EXERCISE PROMPT: Your response needs to be the data below, retyped exactly.

DATA EXTRACT:

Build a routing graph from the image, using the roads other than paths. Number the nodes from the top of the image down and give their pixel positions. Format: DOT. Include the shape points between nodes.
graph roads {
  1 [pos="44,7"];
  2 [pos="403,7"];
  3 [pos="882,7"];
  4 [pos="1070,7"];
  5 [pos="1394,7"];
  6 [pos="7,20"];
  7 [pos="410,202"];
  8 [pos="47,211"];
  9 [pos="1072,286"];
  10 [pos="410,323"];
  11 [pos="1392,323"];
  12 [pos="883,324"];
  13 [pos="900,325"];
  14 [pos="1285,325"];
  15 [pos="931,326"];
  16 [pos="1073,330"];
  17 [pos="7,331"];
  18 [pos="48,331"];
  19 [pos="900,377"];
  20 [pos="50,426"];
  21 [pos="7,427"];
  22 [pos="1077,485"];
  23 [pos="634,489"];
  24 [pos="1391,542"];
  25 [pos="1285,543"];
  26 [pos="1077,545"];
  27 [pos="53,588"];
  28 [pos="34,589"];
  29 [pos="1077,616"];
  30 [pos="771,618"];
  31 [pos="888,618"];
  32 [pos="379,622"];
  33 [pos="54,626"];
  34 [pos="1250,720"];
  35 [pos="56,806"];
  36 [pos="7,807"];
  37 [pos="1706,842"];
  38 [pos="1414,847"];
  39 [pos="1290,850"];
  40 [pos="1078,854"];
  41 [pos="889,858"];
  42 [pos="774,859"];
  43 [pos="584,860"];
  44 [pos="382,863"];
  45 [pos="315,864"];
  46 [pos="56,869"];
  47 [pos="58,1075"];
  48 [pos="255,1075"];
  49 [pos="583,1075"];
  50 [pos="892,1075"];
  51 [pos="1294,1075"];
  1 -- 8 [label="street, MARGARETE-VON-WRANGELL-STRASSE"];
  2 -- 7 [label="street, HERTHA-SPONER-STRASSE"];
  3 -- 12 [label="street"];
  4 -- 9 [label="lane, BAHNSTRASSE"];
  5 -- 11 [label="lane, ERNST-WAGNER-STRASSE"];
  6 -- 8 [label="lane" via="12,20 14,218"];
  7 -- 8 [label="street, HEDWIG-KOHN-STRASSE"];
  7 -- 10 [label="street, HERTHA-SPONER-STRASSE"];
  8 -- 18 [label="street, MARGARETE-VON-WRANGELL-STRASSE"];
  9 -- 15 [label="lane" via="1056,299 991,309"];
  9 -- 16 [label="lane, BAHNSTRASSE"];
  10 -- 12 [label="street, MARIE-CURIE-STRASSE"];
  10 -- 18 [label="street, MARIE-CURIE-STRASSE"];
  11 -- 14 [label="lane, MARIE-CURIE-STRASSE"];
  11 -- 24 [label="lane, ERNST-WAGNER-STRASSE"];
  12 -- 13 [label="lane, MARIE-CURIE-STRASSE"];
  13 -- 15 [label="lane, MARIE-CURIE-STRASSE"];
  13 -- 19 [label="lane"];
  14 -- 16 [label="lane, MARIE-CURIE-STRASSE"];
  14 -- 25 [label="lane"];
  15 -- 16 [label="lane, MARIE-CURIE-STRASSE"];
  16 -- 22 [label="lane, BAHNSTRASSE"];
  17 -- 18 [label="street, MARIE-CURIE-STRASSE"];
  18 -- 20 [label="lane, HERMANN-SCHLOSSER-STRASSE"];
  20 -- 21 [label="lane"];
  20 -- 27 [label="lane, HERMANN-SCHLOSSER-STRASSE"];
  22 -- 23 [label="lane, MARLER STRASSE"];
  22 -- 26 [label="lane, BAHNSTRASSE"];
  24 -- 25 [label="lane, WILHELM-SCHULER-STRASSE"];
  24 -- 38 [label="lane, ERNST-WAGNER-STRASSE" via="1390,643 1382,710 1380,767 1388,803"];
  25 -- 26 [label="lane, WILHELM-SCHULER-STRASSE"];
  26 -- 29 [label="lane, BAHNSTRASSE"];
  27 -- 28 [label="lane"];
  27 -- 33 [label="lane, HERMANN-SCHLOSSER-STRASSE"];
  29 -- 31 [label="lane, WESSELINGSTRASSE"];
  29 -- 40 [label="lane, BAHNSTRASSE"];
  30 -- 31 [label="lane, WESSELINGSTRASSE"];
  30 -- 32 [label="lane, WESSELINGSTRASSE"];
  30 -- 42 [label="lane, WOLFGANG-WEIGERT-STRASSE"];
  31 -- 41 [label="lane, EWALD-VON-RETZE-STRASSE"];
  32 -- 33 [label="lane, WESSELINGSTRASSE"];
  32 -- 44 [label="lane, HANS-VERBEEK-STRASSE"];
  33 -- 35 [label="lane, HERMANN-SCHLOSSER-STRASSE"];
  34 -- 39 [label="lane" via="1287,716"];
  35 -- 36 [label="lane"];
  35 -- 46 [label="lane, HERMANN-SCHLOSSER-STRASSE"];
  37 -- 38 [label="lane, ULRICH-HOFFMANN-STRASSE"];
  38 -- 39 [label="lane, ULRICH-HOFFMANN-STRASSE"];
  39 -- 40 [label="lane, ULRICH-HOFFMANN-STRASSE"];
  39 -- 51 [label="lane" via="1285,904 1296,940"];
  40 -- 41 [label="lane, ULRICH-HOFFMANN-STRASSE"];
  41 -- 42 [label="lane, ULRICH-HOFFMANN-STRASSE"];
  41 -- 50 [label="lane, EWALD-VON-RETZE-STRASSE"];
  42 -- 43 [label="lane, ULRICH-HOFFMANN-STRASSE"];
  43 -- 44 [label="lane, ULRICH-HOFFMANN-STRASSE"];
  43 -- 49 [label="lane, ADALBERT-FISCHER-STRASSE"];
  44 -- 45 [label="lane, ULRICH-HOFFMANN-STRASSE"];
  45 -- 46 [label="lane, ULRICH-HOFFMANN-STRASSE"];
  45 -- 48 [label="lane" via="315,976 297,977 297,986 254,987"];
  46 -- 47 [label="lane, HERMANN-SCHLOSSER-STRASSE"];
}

COMPLETED TASK:
Build a routing graph from the image, using the roads other than paths. Number the nodes from the top of the image down and give their pixel positions. Format: DOT. Include the shape points between nodes.
graph roads {
  1 [pos="44,7"];
  2 [pos="403,7"];
  3 [pos="882,7"];
  4 [pos="1070,7"];
  5 [pos="1394,7"];
  6 [pos="7,20"];
  7 [pos="410,202"];
  8 [pos="47,211"];
  9 [pos="1072,286"];
  10 [pos="410,323"];
  11 [pos="1392,323"];
  12 [pos="883,324"];
  13 [pos="900,325"];
  14 [pos="1285,325"];
  15 [pos="931,326"];
  16 [pos="1073,330"];
  17 [pos="7,331"];
  18 [pos="48,331"];
  19 [pos="900,377"];
  20 [pos="50,426"];
  21 [pos="7,427"];
  22 [pos="1077,485"];
  23 [pos="634,489"];
  24 [pos="1391,542"];
  25 [pos="1285,543"];
  26 [pos="1077,545"];
  27 [pos="53,588"];
  28 [pos="34,589"];
  29 [pos="1077,616"];
  30 [pos="771,618"];
  31 [pos="888,618"];
  32 [pos="379,622"];
  33 [pos="54,626"];
  34 [pos="1250,720"];
  35 [pos="56,806"];
  36 [pos="7,807"];
  37 [pos="1706,842"];
  38 [pos="1414,847"];
  39 [pos="1290,850"];
  40 [pos="1078,854"];
  41 [pos="889,858"];
  42 [pos="774,859"];
  43 [pos="584,860"];
  44 [pos="382,863"];
  45 [pos="315,864"];
  46 [pos="56,869"];
  47 [pos="58,1075"];
  48 [pos="255,1075"];
  49 [pos="583,1075"];
  50 [pos="892,1075"];
  51 [pos="1294,1075"];
  1 -- 8 [label="street, MARGARETE-VON-WRANGELL-STRASSE"];
  2 -- 7 [label="street, HERTHA-SPONER-STRASSE"];
  3 -- 12 [label="street"];
  4 -- 9 [label="lane, BAHNSTRASSE"];
  5 -- 11 [label="lane, ERNST-WAGNER-STRASSE"];
  6 -- 8 [label="lane" via="12,20 14,218"];
  7 -- 8 [label="street, HEDWIG-KOHN-STRASSE"];
  7 -- 10 [label="street, HERTHA-SPONER-STRASSE"];
  8 -- 18 [label="street, MARGARETE-VON-WRANGELL-STRASSE"];
  9 -- 15 [label="lane" via="1056,299 991,309"];
  9 -- 16 [label="lane, BAHNSTRASSE"];
  10 -- 12 [label="street, MARIE-CURIE-STRASSE"];
  10 -- 18 [label="street, MARIE-CURIE-STRASSE"];
  11 -- 14 [label="lane, MARIE-CURIE-STRASSE"];
  11 -- 24 [label="lane, ERNST-WAGNER-STRASSE"];
  12 -- 13 [label="lane, MARIE-CURIE-STRASSE"];
  13 -- 15 [label="lane, MARIE-CURIE-STRASSE"];
  13 -- 19 [label="lane"];
  14 -- 16 [label="lane, MARIE-CURIE-STRASSE"];
  14 -- 25 [label="lane"];
  15 -- 16 [label="lane, MARIE-CURIE-STRASSE"];
  16 -- 22 [label="lane, BAHNSTRASSE"];
  17 -- 18 [label="street, MARIE-CURIE-STRASSE"];
  18 -- 20 [label="lane, HERMANN-SCHLOSSER-STRASSE"];
  20 -- 21 [label="lane"];
  20 -- 27 [label="lane, HERMANN-SCHLOSSER-STRASSE"];
  22 -- 23 [label="lane, MARLER STRASSE"];
  22 -- 26 [label="lane, BAHNSTRASSE"];
  24 -- 25 [label="lane, WILHELM-SCHULER-STRASSE"];
  24 -- 38 [label="lane, ERNST-WAGNER-STRASSE" via="1390,643 1382,710 1380,767 1388,803"];
  25 -- 26 [label="lane, WILHELM-SCHULER-STRASSE"];
  26 -- 29 [label="lane, BAHNSTRASSE"];
  27 -- 28 [label="lane"];
  27 -- 33 [label="lane, HERMANN-SCHLOSSER-STRASSE"];
  29 -- 31 [label="lane, WESSELINGSTRASSE"];
  29 -- 40 [label="lane, BAHNSTRASSE"];
  30 -- 31 [label="lane, WESSELINGSTRASSE"];
  30 -- 32 [label="lane, WESSELINGSTRASSE"];
  30 -- 42 [label="lane, WOLFGANG-WEIGERT-STRASSE"];
  31 -- 41 [label="lane, EWALD-VON-RETZE-STRASSE"];
  32 -- 33 [label="lane, WESSELINGSTRASSE"];
  32 -- 44 [label="lane, HANS-VERBEEK-STRASSE"];
  33 -- 35 [label="lane, HERMANN-SCHLOSSER-STRASSE"];
  34 -- 39 [label="lane" via="1287,716"];
  35 -- 36 [label="lane"];
  35 -- 46 [label="lane, HERMANN-SCHLOSSER-STRASSE"];
  37 -- 38 [label="lane, ULRICH-HOFFMANN-STRASSE"];
  38 -- 39 [label="lane, ULRICH-HOFFMANN-STRASSE"];
  39 -- 40 [label="lane, ULRICH-HOFFMANN-STRASSE"];
  39 -- 51 [label="lane" via="1285,904 1296,940"];
  40 -- 41 [label="lane, ULRICH-HOFFMANN-STRASSE"];
  41 -- 42 [label="lane, ULRICH-HOFFMANN-STRASSE"];
  41 -- 50 [label="lane, EWALD-VON-RETZE-STRASSE"];
  42 -- 43 [label="lane, ULRICH-HOFFMANN-STRASSE"];
  43 -- 44 [label="lane, ULRICH-HOFFMANN-STRASSE"];
  43 -- 49 [label="lane, ADALBERT-FISCHER-STRASSE"];
  44 -- 45 [label="lane, ULRICH-HOFFMANN-STRASSE"];
  45 -- 46 [label="lane, ULRICH-HOFFMANN-STRASSE"];
  45 -- 48 [label="lane" via="315,976 297,977 297,986 254,987"];
  46 -- 47 [label="lane, HERMANN-SCHLOSSER-STRASSE"];
}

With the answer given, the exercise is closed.